**INSTRUCTIONS TO FOLLOW**: Find the lines below that contain "dead" and tally them. Return only the total.

**ENTRIES PROVIDED**:
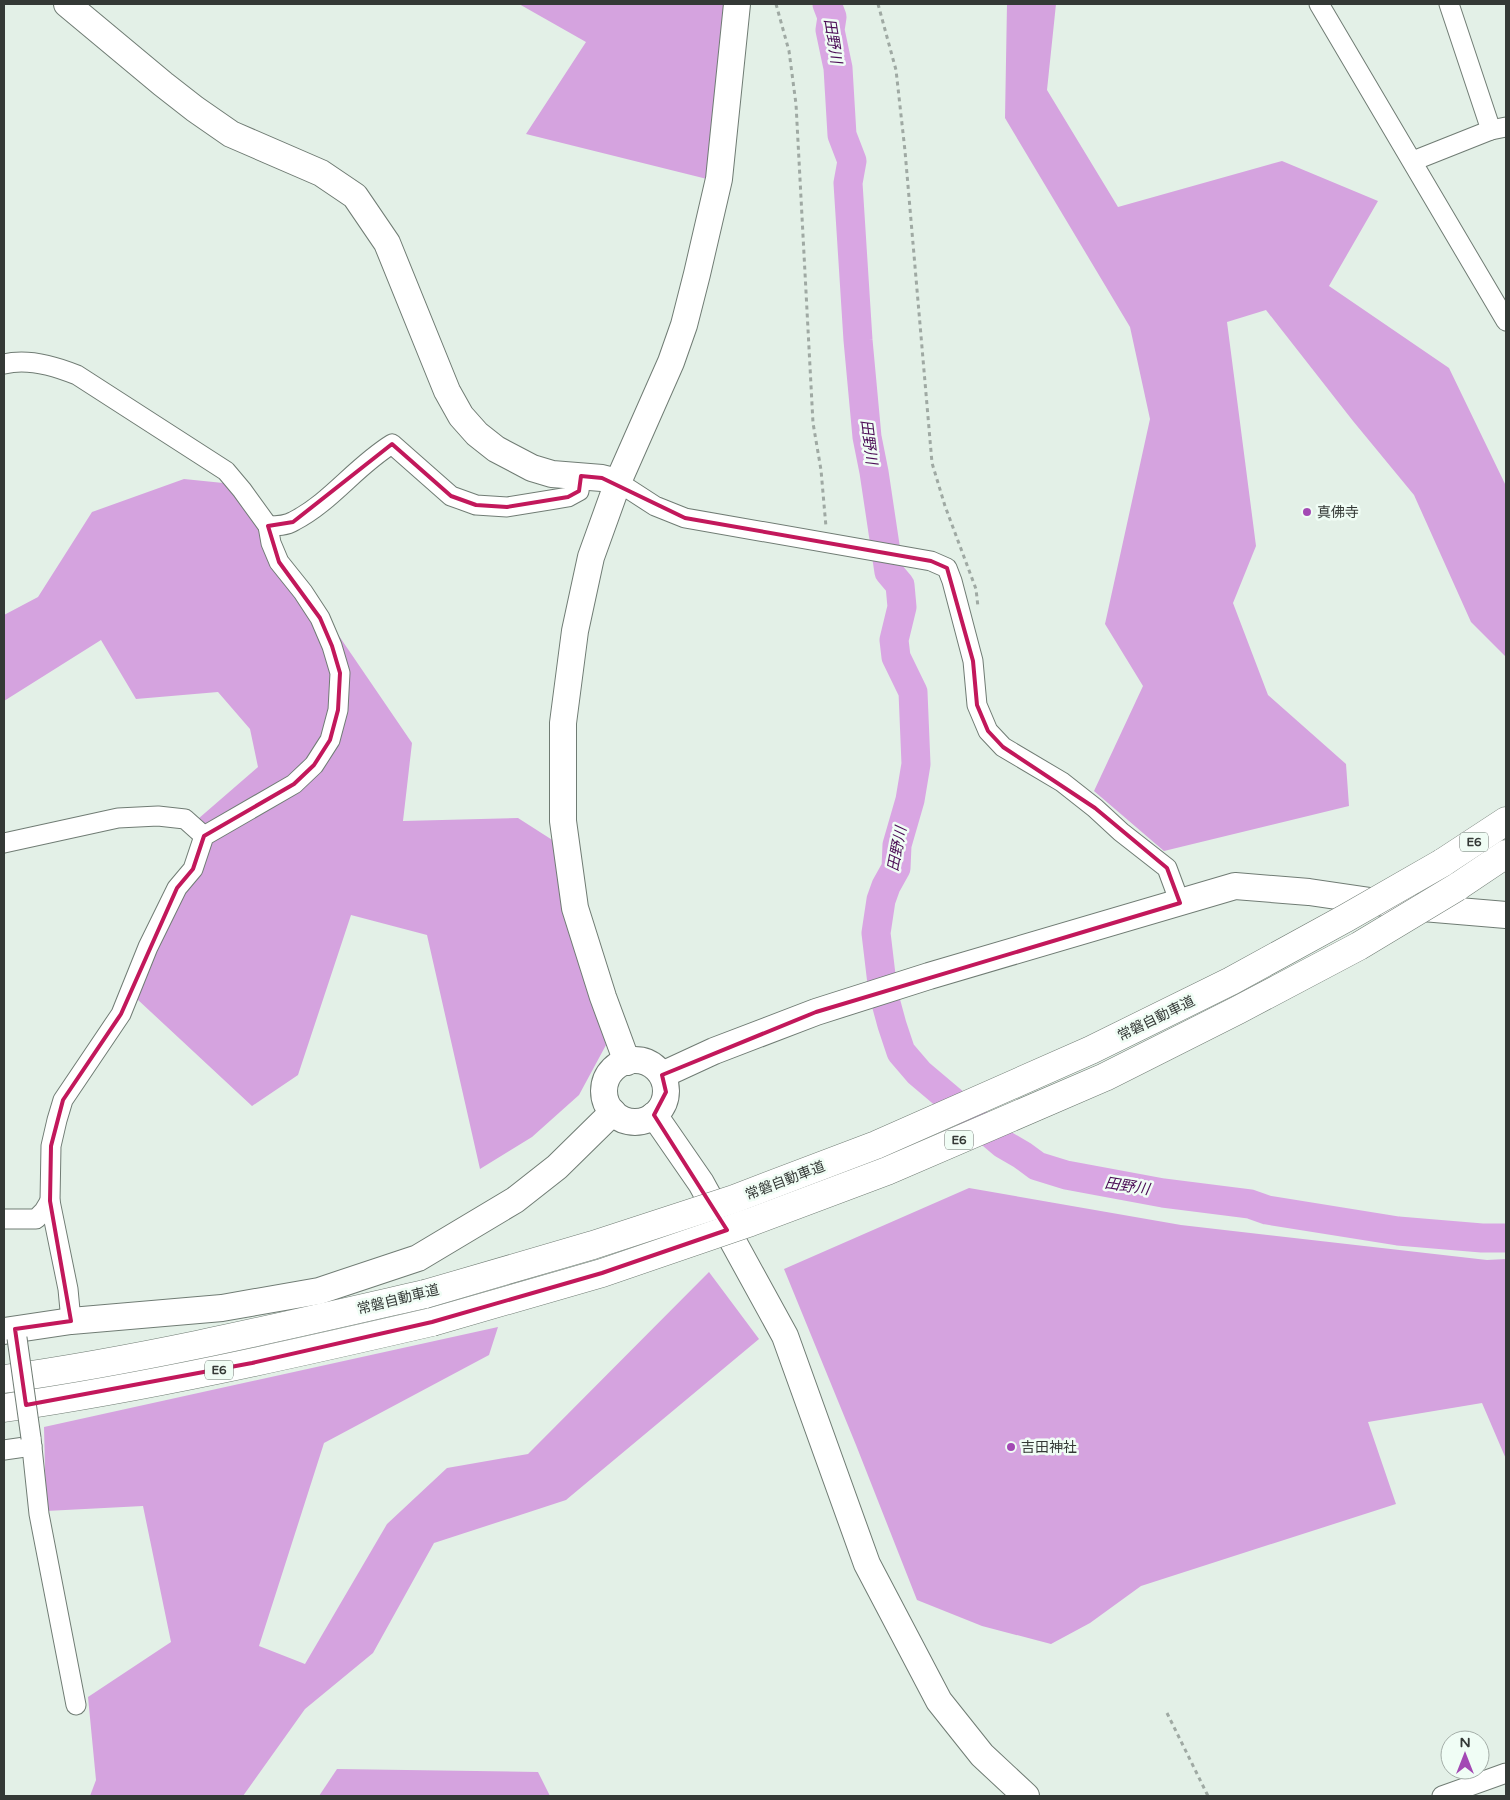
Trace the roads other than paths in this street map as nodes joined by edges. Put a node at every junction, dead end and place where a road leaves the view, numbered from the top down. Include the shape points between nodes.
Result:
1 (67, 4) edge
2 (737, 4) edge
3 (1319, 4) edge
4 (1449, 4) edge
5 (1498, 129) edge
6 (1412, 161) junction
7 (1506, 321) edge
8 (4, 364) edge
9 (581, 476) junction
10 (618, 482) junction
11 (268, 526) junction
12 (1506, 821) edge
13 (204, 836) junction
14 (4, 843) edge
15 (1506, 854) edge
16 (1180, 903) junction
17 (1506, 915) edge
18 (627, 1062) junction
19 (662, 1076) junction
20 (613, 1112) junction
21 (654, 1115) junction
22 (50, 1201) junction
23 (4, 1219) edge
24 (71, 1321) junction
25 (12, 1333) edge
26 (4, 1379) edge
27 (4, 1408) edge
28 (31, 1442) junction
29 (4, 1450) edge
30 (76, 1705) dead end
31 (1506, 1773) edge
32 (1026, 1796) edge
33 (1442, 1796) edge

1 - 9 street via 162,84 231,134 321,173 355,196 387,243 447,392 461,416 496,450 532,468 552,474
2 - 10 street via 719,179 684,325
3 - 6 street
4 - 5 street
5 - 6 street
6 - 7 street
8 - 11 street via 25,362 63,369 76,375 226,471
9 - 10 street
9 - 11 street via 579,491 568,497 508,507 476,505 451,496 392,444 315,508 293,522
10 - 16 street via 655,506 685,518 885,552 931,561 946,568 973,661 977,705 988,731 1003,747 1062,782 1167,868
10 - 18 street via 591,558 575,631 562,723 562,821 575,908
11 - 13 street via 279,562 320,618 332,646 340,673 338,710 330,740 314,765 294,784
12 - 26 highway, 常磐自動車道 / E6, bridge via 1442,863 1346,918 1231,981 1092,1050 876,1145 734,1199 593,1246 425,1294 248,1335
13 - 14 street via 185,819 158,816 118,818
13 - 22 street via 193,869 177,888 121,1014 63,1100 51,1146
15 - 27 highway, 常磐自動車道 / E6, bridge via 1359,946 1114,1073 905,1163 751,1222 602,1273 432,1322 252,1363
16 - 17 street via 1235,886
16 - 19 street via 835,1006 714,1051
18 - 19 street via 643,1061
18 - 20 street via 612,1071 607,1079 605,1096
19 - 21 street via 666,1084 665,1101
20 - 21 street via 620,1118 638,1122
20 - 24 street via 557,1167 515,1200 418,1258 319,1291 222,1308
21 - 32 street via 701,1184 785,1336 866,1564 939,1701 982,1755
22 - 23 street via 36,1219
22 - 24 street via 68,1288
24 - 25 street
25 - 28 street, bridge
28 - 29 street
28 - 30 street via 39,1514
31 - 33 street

**OUTPUT OF THE TASK**: 2